Thinking process I -- DP
The sequence doesn't need to be continuous.
- which makes the question more difficult.
Then, where to start and where to end?
- try to find the state that is independent from the next state
- and the final result rely on the previous states
What is the longest increasing subsequence so far?
- which means, nums[i] is the last number
Then, how states connect to each other?
- for each state j < i, how to pass from it to state i?
- This is possible when nums[j] < nums[i]
Mistakes
increasing!
- no equal!
State function
if nums[j] <= nums[i]
dp[i] = Math.max(dp[i], dp[j] + 1)
Time Complexity
O(n^2)
public class Solution {
public int lengthOfLIS(int[] nums) {
if (nums == null) return -1;
int[] dp = new int[nums.length];
int ans = 0;
for (int i = 0; i < nums.length; ++i) {
dp[i] = 1;
}
for (int i = 0; i < nums.length; ++i) {
for (int j = 0; j < i; ++j) {
if (nums[j] < nums[i]) {
dp[i] = Math.max(dp[i], dp[j] + 1);
}
}
ans = Math.max(dp[i], ans);
}
return ans;
}
}
Thinking Process II -- Binary Search
There are two possible ways? Which one is feasible?

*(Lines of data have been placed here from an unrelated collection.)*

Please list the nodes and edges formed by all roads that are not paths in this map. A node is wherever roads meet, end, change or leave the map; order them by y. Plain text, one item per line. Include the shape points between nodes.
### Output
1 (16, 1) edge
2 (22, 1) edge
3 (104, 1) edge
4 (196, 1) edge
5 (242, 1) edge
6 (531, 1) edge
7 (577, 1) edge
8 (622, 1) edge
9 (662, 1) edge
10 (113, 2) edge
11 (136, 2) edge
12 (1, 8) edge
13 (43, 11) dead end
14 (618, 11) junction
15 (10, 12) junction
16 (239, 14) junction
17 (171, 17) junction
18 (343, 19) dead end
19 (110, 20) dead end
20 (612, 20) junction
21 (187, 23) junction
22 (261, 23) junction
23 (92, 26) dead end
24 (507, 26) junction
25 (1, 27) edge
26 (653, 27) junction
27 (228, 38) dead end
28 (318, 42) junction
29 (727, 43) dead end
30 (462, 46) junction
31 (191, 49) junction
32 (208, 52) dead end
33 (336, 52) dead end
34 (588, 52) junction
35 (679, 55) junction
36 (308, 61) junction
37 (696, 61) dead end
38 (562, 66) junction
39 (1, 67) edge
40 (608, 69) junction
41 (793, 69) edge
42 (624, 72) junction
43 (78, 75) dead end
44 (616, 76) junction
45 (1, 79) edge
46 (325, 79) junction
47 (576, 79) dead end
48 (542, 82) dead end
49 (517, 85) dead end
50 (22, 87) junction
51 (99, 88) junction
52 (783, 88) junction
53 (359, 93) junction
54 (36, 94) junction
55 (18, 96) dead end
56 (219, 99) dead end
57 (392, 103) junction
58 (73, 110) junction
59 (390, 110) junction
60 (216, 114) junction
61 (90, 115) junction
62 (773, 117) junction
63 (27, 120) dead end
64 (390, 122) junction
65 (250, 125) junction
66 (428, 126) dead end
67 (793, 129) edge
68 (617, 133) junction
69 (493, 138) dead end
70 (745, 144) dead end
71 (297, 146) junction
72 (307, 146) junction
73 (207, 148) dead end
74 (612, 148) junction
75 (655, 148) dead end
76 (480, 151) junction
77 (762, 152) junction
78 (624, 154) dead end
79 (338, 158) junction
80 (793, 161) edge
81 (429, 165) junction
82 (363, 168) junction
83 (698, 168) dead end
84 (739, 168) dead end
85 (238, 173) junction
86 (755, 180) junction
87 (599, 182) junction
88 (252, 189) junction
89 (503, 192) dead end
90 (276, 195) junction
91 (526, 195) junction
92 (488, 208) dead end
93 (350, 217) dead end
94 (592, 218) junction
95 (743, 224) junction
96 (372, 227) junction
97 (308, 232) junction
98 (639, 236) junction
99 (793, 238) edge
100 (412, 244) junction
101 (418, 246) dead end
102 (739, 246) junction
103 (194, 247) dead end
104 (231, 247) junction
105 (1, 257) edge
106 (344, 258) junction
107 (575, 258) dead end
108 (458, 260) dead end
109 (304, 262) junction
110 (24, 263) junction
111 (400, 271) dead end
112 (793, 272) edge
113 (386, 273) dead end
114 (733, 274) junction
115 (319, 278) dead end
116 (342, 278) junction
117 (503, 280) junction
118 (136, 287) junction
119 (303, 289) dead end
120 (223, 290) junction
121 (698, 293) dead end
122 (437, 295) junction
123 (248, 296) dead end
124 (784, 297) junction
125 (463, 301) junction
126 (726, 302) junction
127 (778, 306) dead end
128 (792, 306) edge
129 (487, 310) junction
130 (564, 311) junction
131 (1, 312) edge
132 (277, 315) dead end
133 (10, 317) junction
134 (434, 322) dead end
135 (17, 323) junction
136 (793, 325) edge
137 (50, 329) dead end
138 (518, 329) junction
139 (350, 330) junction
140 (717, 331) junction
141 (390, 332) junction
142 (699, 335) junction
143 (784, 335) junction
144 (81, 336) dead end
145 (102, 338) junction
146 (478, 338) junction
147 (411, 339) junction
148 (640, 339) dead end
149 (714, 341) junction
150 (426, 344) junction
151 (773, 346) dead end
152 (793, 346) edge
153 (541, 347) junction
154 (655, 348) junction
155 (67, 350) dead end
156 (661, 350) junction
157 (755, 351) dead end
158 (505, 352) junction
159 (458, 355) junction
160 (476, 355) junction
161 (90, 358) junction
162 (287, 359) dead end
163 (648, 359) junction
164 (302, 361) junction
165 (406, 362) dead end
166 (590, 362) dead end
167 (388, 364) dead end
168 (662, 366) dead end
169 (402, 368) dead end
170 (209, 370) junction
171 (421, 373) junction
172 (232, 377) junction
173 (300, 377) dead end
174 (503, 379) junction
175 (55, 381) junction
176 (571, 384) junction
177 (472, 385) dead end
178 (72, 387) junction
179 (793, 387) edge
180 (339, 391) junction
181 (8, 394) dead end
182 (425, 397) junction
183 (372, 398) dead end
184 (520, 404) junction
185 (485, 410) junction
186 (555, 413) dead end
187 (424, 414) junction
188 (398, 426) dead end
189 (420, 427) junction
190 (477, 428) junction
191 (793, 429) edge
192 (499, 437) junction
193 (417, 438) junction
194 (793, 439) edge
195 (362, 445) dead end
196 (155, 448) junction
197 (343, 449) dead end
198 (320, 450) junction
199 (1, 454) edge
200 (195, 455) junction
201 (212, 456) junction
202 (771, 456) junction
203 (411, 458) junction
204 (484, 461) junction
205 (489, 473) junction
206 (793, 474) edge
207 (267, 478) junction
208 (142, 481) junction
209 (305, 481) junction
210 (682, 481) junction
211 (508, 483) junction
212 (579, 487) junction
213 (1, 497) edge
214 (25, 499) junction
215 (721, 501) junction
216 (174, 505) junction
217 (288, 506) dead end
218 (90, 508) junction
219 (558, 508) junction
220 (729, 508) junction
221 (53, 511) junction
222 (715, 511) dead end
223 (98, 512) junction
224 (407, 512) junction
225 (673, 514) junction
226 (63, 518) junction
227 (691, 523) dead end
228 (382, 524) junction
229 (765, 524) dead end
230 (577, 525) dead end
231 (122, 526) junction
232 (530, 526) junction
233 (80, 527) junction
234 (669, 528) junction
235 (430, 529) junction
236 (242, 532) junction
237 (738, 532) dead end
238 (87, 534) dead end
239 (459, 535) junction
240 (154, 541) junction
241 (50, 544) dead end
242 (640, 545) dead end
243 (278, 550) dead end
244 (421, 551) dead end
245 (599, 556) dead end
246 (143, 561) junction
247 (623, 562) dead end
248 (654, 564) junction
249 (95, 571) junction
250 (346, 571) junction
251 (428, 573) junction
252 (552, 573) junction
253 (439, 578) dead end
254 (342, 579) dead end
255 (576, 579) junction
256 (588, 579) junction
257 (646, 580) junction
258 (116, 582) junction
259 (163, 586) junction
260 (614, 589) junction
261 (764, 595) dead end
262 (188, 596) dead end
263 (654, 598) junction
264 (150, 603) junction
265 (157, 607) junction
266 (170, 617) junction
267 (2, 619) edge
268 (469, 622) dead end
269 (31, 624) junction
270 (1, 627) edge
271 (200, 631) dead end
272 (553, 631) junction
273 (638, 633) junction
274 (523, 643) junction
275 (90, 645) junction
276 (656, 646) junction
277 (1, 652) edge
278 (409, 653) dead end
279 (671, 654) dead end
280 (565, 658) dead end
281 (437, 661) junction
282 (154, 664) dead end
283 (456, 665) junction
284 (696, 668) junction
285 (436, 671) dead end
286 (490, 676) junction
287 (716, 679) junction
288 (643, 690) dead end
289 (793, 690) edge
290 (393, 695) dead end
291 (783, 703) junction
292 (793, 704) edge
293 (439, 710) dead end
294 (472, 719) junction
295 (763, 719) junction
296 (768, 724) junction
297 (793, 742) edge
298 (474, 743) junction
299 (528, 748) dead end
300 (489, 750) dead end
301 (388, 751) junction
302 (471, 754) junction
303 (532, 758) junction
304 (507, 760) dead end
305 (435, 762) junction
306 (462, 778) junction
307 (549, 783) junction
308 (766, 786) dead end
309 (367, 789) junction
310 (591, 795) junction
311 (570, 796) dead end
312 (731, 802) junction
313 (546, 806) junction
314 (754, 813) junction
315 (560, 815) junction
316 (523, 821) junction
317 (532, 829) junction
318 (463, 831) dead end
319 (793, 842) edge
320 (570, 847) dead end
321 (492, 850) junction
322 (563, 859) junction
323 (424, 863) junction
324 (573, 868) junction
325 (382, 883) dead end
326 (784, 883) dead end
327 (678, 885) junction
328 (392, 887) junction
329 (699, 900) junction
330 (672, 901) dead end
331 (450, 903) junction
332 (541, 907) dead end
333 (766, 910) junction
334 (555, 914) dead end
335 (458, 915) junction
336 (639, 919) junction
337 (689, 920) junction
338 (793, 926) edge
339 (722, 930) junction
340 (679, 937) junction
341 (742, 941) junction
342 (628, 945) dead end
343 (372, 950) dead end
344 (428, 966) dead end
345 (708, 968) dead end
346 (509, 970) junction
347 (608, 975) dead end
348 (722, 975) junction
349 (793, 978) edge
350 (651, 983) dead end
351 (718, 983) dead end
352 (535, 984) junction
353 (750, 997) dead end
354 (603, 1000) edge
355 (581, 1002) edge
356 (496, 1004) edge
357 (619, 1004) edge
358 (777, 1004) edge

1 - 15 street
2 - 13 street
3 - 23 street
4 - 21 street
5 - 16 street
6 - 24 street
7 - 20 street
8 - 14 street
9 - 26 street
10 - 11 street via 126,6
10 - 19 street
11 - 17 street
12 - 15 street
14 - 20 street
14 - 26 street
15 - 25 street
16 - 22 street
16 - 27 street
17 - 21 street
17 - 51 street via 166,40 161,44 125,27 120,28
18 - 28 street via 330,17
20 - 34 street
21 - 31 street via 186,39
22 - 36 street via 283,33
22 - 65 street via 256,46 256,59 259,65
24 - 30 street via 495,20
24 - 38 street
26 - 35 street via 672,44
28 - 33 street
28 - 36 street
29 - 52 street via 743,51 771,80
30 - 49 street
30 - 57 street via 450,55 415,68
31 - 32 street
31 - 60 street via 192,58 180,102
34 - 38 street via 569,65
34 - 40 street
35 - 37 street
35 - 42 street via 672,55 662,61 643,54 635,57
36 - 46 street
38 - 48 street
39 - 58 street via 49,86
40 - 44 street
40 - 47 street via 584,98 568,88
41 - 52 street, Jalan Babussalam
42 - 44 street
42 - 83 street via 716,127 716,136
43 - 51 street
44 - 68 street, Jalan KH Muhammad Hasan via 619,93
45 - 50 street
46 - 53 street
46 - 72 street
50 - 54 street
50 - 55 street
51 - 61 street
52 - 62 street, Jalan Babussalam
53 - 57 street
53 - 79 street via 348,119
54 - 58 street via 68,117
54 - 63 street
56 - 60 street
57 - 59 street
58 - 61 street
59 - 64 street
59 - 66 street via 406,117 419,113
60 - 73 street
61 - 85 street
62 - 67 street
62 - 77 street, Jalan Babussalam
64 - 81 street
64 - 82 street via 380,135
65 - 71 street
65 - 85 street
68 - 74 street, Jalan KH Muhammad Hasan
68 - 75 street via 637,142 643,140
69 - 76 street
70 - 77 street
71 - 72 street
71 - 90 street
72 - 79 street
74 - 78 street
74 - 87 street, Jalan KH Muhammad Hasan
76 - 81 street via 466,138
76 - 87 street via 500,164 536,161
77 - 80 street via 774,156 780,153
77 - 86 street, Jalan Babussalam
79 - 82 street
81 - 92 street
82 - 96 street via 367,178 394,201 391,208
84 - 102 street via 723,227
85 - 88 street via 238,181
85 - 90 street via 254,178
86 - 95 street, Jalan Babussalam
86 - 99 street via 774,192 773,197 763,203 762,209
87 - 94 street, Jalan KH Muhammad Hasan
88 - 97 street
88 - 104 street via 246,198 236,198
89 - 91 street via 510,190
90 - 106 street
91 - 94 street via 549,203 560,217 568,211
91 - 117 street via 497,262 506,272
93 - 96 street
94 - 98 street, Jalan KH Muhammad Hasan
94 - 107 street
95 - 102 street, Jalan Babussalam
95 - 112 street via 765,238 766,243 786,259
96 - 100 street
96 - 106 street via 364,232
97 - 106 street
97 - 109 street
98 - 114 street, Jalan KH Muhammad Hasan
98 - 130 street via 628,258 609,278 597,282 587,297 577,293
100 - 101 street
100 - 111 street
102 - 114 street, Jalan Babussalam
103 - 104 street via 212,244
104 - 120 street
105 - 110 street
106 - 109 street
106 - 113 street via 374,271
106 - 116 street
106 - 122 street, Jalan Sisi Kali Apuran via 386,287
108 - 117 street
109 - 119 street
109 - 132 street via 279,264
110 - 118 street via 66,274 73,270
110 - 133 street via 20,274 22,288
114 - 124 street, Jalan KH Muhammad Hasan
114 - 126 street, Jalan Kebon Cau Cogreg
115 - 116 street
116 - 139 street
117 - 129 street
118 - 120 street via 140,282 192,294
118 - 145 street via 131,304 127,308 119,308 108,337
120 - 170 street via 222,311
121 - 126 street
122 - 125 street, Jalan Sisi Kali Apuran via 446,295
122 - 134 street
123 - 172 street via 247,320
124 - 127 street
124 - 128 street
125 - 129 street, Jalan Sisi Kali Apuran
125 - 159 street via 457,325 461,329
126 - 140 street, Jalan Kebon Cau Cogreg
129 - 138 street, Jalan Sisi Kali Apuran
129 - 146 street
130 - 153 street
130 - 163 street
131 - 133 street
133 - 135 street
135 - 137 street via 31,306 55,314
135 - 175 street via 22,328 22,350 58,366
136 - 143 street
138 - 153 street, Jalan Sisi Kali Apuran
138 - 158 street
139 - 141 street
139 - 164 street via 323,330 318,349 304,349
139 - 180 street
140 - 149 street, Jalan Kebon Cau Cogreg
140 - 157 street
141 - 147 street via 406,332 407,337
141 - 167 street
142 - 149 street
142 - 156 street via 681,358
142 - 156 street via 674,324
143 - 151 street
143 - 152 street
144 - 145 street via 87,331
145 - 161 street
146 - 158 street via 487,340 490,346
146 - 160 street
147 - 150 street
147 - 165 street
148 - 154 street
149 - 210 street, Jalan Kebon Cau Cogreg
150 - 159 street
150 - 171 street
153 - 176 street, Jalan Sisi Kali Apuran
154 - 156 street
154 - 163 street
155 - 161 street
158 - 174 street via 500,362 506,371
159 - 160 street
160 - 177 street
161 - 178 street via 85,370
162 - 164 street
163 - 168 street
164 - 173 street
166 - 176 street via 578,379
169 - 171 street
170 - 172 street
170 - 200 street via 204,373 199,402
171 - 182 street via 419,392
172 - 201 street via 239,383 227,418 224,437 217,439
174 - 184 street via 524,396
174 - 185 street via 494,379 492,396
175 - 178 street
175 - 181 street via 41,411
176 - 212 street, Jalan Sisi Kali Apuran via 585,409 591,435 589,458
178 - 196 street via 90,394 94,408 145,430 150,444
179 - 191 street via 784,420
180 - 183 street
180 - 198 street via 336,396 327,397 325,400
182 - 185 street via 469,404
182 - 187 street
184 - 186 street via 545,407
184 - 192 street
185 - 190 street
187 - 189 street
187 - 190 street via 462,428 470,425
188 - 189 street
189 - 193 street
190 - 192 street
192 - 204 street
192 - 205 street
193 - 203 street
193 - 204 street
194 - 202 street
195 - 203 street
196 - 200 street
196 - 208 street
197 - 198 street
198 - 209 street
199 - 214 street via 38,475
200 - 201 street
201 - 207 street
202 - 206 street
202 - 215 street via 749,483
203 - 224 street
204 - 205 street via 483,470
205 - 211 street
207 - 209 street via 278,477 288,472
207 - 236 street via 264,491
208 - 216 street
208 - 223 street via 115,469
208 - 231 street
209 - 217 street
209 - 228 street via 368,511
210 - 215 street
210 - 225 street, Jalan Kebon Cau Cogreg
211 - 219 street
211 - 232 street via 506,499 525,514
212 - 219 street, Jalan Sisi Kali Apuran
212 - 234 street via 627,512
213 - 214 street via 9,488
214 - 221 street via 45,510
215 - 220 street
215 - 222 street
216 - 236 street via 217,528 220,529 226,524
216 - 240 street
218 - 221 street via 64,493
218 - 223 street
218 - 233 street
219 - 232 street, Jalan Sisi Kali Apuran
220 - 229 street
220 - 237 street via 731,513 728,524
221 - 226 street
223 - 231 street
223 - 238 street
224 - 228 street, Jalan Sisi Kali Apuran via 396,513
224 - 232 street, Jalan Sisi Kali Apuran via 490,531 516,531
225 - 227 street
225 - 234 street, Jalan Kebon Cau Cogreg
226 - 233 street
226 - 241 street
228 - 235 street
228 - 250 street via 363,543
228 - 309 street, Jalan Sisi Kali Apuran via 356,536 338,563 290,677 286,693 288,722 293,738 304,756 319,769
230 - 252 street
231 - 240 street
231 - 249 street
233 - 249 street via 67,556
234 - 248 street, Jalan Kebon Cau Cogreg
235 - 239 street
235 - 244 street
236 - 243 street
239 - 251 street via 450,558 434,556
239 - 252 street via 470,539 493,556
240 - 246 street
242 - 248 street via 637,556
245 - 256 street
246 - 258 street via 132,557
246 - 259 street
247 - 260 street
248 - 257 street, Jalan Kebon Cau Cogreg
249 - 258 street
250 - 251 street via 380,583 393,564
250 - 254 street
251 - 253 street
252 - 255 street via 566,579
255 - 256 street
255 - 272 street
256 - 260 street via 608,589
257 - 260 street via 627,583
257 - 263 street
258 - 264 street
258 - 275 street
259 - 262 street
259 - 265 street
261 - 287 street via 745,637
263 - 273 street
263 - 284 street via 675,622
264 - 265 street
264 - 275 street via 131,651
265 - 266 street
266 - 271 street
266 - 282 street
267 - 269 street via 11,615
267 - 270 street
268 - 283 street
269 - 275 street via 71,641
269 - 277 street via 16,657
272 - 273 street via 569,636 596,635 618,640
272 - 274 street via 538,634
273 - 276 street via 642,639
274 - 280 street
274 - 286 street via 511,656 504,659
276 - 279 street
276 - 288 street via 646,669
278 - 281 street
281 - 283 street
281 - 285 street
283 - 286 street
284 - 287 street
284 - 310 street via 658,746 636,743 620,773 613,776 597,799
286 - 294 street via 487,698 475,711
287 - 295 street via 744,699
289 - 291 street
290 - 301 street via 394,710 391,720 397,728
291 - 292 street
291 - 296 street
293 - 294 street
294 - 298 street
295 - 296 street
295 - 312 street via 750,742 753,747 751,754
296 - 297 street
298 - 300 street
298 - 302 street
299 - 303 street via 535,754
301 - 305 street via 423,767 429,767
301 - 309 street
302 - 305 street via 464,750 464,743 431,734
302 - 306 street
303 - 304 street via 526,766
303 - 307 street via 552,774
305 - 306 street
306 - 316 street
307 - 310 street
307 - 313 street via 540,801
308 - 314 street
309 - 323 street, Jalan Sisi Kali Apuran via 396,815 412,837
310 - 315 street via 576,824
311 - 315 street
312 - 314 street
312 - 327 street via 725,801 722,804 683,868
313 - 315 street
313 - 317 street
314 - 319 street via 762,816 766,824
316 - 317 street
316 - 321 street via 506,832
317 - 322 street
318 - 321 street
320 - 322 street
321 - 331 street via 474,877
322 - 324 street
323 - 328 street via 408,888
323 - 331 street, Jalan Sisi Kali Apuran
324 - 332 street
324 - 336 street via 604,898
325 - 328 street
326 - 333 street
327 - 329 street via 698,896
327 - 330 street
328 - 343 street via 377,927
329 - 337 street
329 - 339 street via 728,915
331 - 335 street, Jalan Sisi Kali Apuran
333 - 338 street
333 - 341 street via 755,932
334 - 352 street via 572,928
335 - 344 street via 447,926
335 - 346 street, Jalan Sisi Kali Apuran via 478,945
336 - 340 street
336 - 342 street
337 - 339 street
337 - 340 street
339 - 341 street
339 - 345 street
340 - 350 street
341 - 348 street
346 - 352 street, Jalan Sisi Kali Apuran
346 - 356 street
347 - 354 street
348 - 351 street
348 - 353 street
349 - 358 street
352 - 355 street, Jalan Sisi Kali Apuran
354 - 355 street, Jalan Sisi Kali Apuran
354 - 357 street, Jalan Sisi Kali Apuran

- iterate over the input array and find something using binary search
- search by the range, and iterate over the input array
If it's the first one,
- find the first element that is larger than nums[i] in dp array
- initial values are Integer.MAX_VALUE
If it's the second one,
- can't achieve it using linear time
So, following the first thought, but thinking about this corner cases
- 1 6 8 5 9
- the sequence in dp would be
1
1 6
1 6 8
1 5 8
1 5 8 9
- 1 5 8 9 is not the answer, 1 6 8 9 is.
- But this doesn't matter, because if we use a smaller number on the right replace one bigger number on the left, the len won' change at all.
Mistakes
the length of minLast array?
the initial values of each number in minLast?
after the loop in binary search function, return left or right?
- [2, 2] => 1
Time Complexity
O (n log n)
public class Solution {
public int lengthOfLIS(int[] nums) {
if (nums == null) return -1;
int[] minLast = new int[nums.length];//the smallest number that is bigger than current
for (int i = 0; i < minLast.length; ++i) {
minLast[i] = Integer.MAX_VALUE;
}
for (int i = 0; i < nums.length; ++i) {
int index = find(minLast, nums[i]);
minLast[index] = nums[i];
}
for (int i = minLast.length - 1; i >= 0; --i) {
if (minLast[i] != Integer.MAX_VALUE) return i + 1;
}
return 0;
}
private int find(int[] minLast, int num) {
int l = 0;
int r = minLast.length - 1;
while (l + 1 < r) {
int mid = l + (r - l) / 2;
if (minLast[mid] > num) {
r = mid;
} else {
l = mid;
}
}
if (minLast[l] >= num) {
return l;
}
return r;
}
}